Volcher Coiter (* 1534 in Groningen; † 2. Juni 1576 in Brienne-le-Château), auch Volcher Coyter, Koyter und latinisiert Volcherus Coiterus genannt, war ein niederländischer Arzt, Anatom und Vogelkundler.
Leben
Volcher Coiters Vormund war der italienische Arzt und Naturforscher Ulisse Aldrovandi. Über das Leben Coiters ist nur wenig bekannt. Es ist möglich, dass Coiter, der sich vor allem mit Anatomie und Physiologie beschäftigte, beim deutschen Arzt Leonhart Fuchs in Tübingen studiert hat.
Er soll in Padua Schüler von Falloppio und in Rom bei Eustachi gewesen sein. Von 1562 an lehrte er in Bologna, wo er zuvor Aldrovandis Unterricht besucht hatte, Chirurgie und Logik, bis er 1566 von der Inquisition aufgehalten und für ein Jahr inhaftiert wurde, weil er sich der Reformation angeschlossen hatte. Zwischen 1566 und 1569 diente er dem Markgrafen Ludwig VI. in Amberg. 1569 wurde er vom Rat der Stadt Nürnberg zum Stadtphysikus und Anatom (Zergliederer) berufen. Coiter, der bei der Leichenöffnung auch eine Vertiefung der Kenntnis von den Krankheiten durch Erforschung der Todesursache anstrebte, bekleidete die Stelle bis zu seinem Tode. Empfohlen hat ihn wahrscheinlich der deutsche Arzt und Botaniker Joachim Camerarius der Jüngere. 1575 wurde Coiter während eines Feldzugs gegen Frankreich als Militärarzt von Johann Kasimir von Pfalz-Simmern rekrutiert. Er starb auf dem Schloss des Grafen Brienne in der Champagne.
Coiter, der der erste war, der die Embryologie als eigenständige, vollwertige medizinische Disziplin behandelte, war aufgrund seiner Beobachtungen an Hühnerembryonen berühmt geworden, deren Entwicklung er bis zum Schlüpfen Tag für Tag beschrieb.

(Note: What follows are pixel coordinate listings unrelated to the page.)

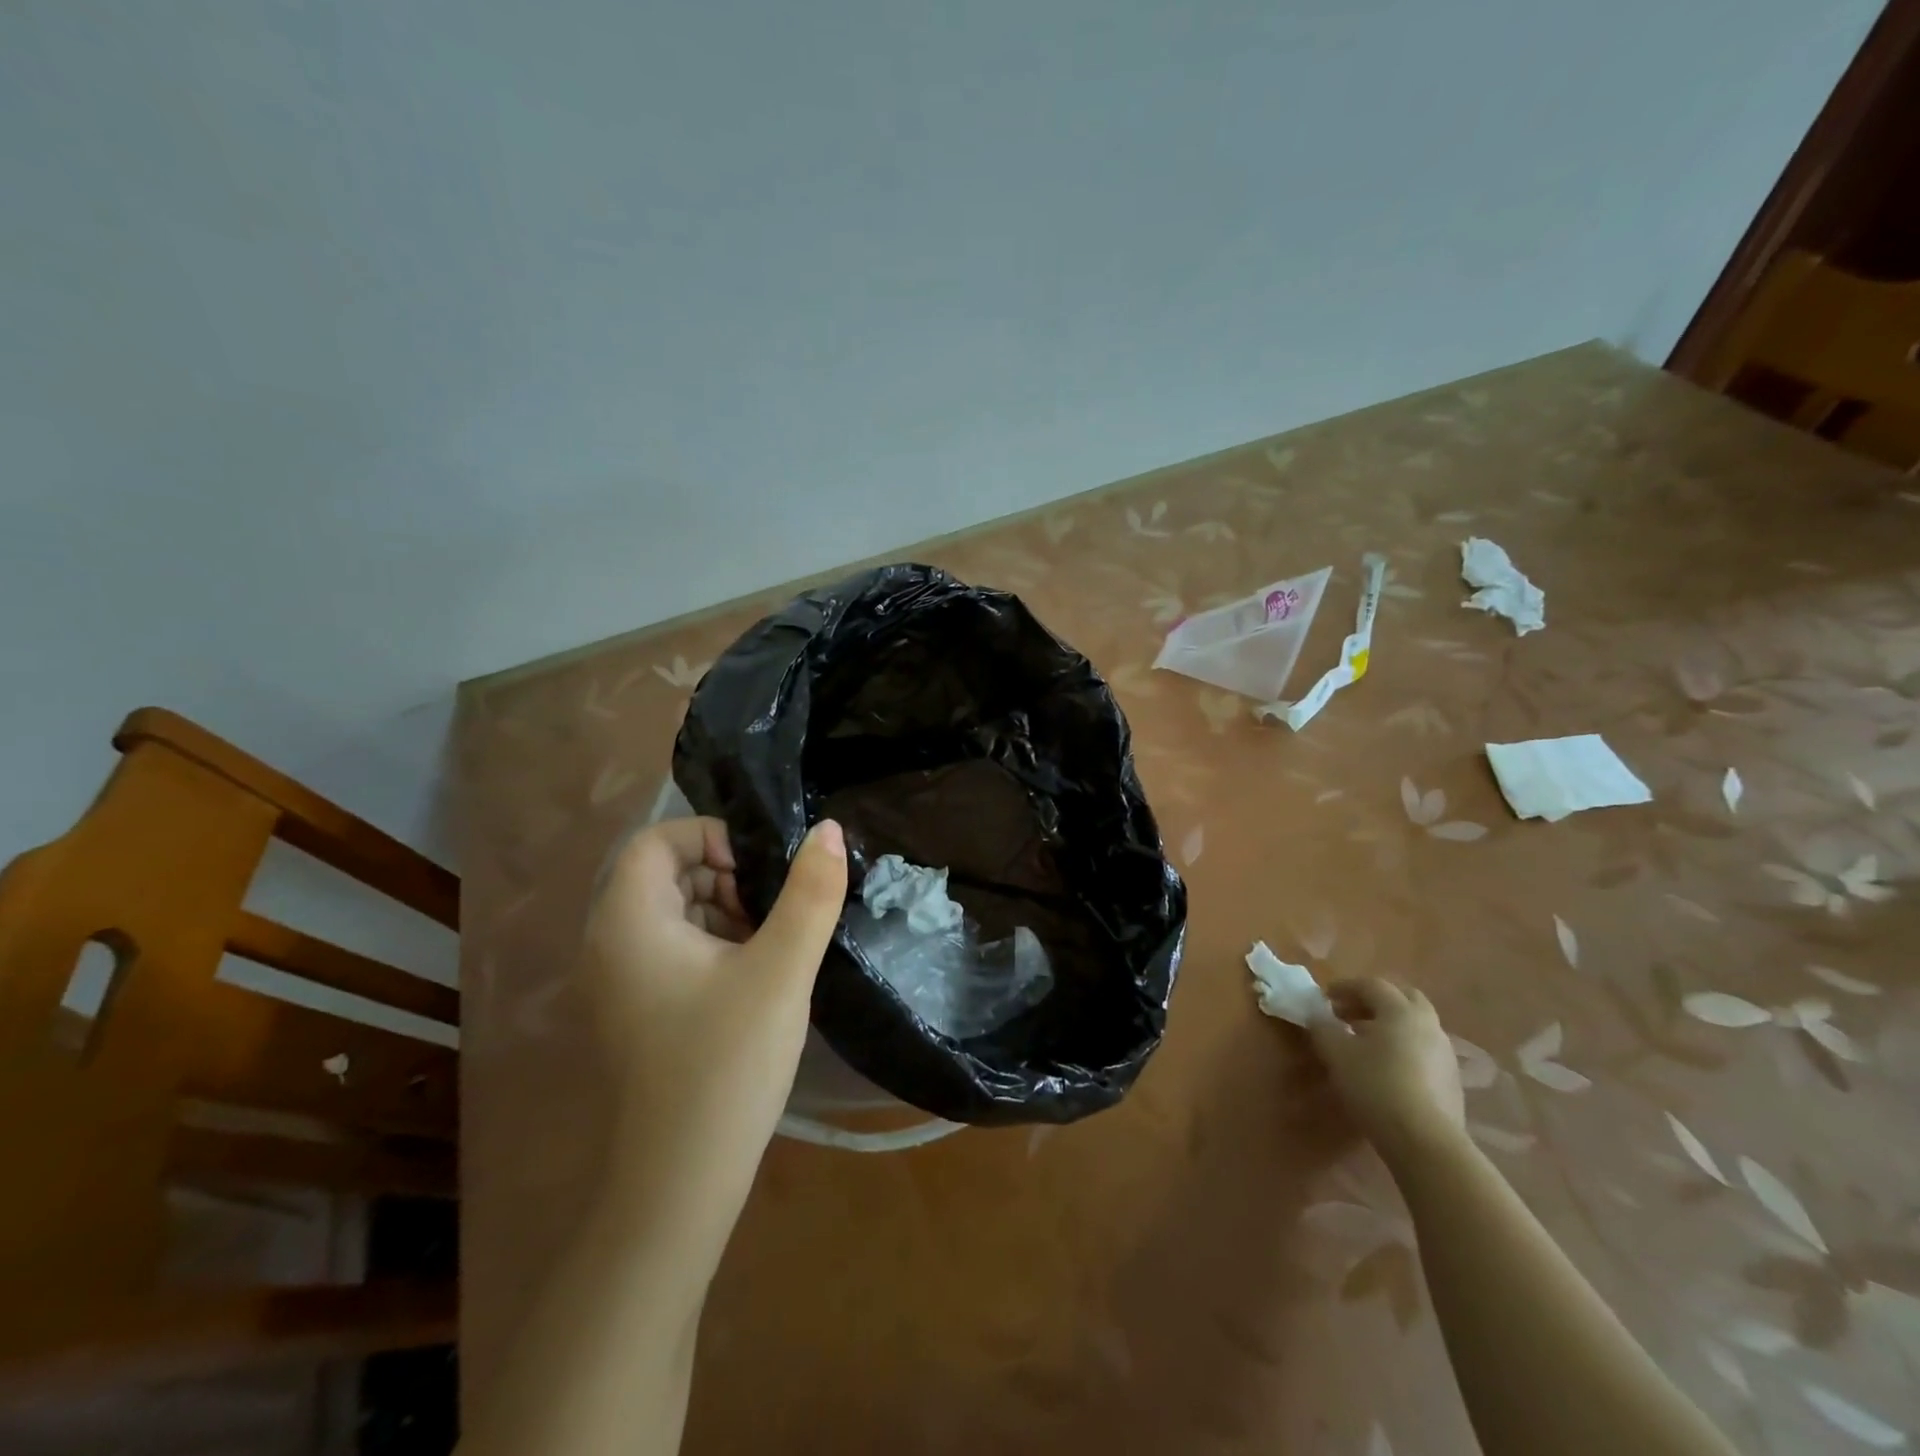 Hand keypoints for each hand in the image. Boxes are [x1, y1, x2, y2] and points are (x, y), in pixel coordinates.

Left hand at [580, 816, 847, 1246]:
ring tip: (770, 943)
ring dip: (723, 909)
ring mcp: (617, 982)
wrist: (680, 1182)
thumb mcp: (781, 969)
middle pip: (663, 873)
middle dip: (724, 875)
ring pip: (670, 912)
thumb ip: (810, 893)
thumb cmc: (727, 1064)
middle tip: (773, 909)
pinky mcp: (634, 1011)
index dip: (713, 837)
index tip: (761, 872)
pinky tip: (752, 977)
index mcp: (629, 922)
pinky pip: (670, 949)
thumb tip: (828, 829)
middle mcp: (609, 943)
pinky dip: (712, 944)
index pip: (658, 840)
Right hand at [1308, 979, 1464, 1158]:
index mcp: (1400, 1010)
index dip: (1345, 987)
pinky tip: (1386, 1067)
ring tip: (1364, 1041)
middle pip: (1402, 998)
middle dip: (1373, 1001)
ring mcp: (1444, 1053)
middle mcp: (1428, 1024)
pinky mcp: (1451, 1080)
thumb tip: (1318, 1016)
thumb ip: (1323, 1028)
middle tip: (1349, 1013)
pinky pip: (1423, 1049)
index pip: (1372, 984)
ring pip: (1415, 1025)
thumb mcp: (1336, 1053)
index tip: (1324, 998)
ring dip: (1389, 1024)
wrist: (1425, 1141)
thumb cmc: (1375, 1085)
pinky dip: (1402, 1047) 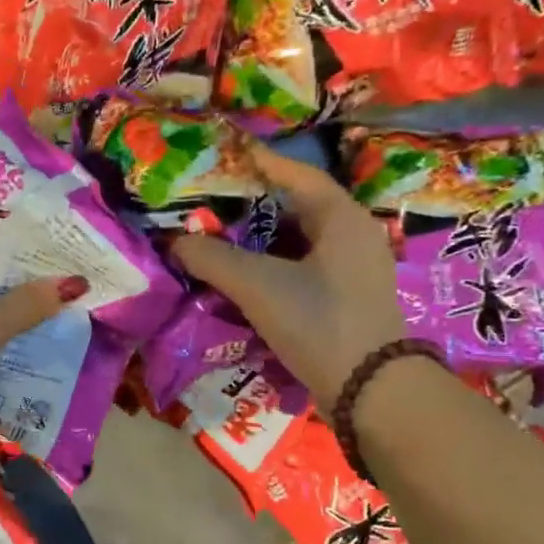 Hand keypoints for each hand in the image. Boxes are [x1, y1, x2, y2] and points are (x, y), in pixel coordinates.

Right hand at [171, 143, 405, 410]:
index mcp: (342, 218)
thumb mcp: (257, 285)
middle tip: (211, 201)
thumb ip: (211, 258)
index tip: (226, 153)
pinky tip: (242, 276)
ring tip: (218, 237)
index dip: (260, 162)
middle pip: (296, 207)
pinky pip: (302, 267)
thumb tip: (174, 242)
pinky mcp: (346, 299)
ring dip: (259, 239)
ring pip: (298, 240)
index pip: (297, 175)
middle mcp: (353, 236)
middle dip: (252, 204)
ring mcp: (353, 269)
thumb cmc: (318, 321)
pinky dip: (271, 265)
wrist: (369, 390) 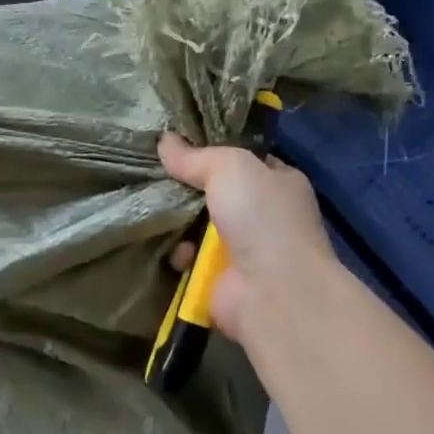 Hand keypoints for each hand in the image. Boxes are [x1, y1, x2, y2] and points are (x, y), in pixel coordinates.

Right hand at [159, 133, 342, 351]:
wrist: (273, 293)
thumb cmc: (261, 218)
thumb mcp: (230, 168)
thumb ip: (196, 156)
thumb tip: (165, 140)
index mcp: (280, 182)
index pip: (243, 159)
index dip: (213, 150)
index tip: (177, 143)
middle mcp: (265, 215)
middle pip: (216, 193)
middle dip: (187, 188)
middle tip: (153, 175)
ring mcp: (245, 250)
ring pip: (199, 227)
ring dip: (178, 222)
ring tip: (154, 211)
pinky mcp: (223, 279)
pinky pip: (192, 259)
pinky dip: (180, 256)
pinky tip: (174, 251) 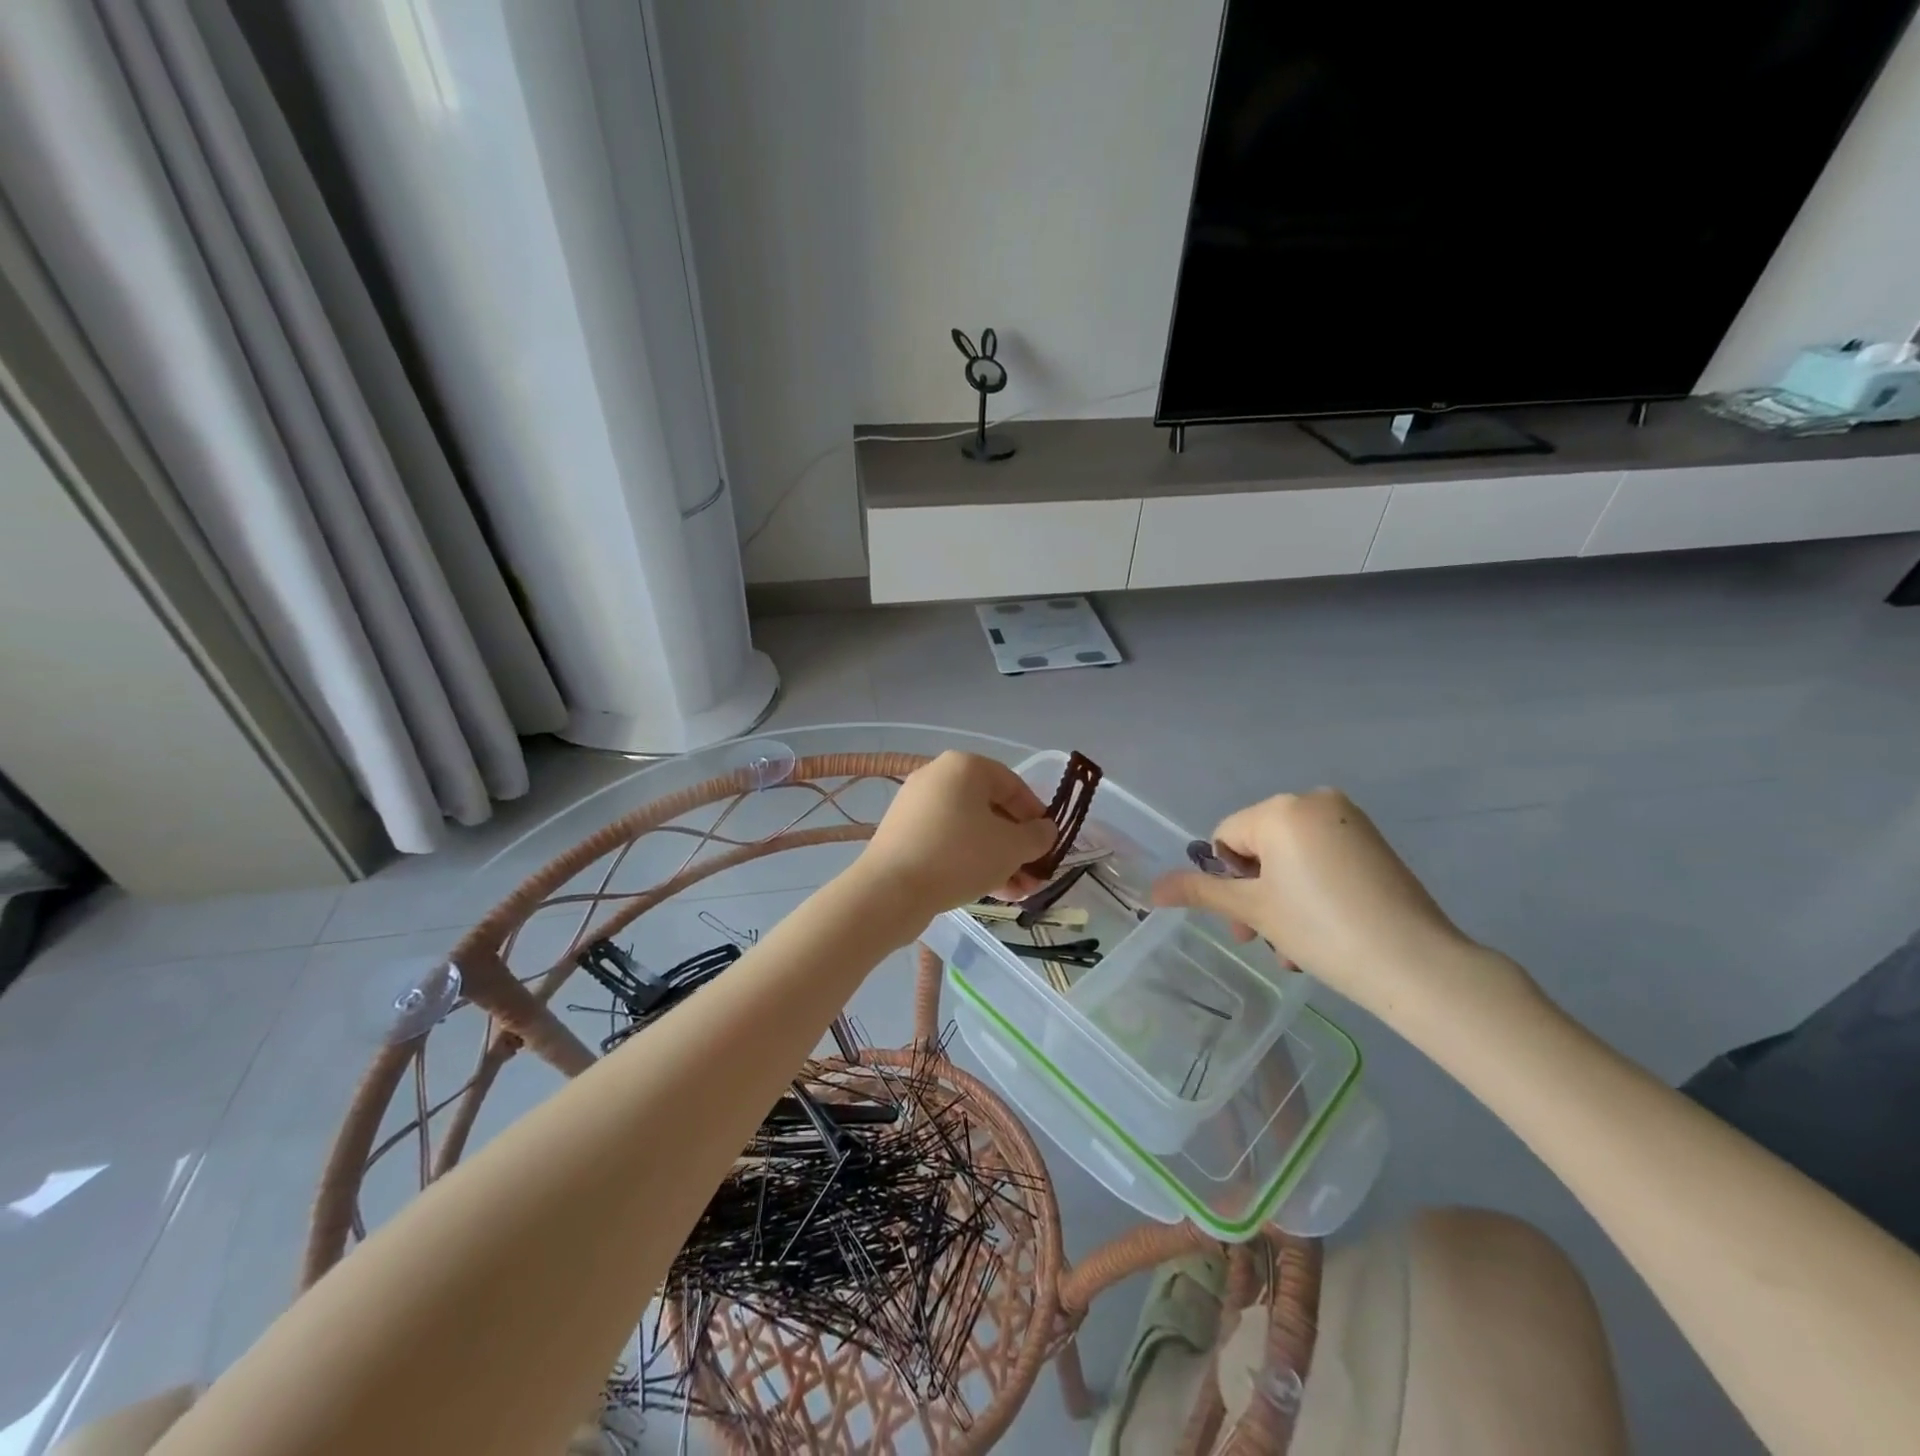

Er beschrieb zudem die weiblichen Genitalien in Externarum et Internarum Principalium Humani Corporis von 1573. Zudem stellte er die Beobachtung an, dass frisch entnommene Herzgewebsportionen eine Zeit lang weiterschlagen, und dass das im Herzen tiefgelegene Gewebe am längsten weiter schlägt, wobei er mit großer Wahrscheinlichkeit der erste war, der dieses Phänomen beschrieb.
Coiter interpretierte im Gegensatz zu seinen Vorgängern den Zahn nicht als Knochen.
Er studierte außerdem intensiv die Anatomie und das Verhalten der Vögel und veröffentlichte Zeichnungen der Skelette der Kraniche, der Kormorane, der Papageien und der Grünspechte.
Schriften
- De ossibus et cartilaginibus corporis humani tabulae, Bologna 1566 (Digitalisat der Universitätsbibliothek Kiel)
- Externarum et internarum principalium corporis humani partium tabulae atque anatomicae exercitationes observationesque variae, novis et artificiosissimis figuris illustratae, Nürnberg 1572
- Diversorum animalium sceletorum explicationes, cum lectionibus Fallopii de partibus similaribus humani corporis, Nürnberg 1575
Literatur
- Julius Victor Carus: Coiter, Volcher. In: Allgemeine Deutsche Biographie (ADB). Band 4, Duncker & Humblot, Leipzig 1876, S. 397.
- Artikel Coiter in Ersch/Gruber: Allgemeine Encyclopädie der Wissenschaften und Künste. 18. Teil. Gleditsch, Leipzig 1828, S. 223 (Digitalisat)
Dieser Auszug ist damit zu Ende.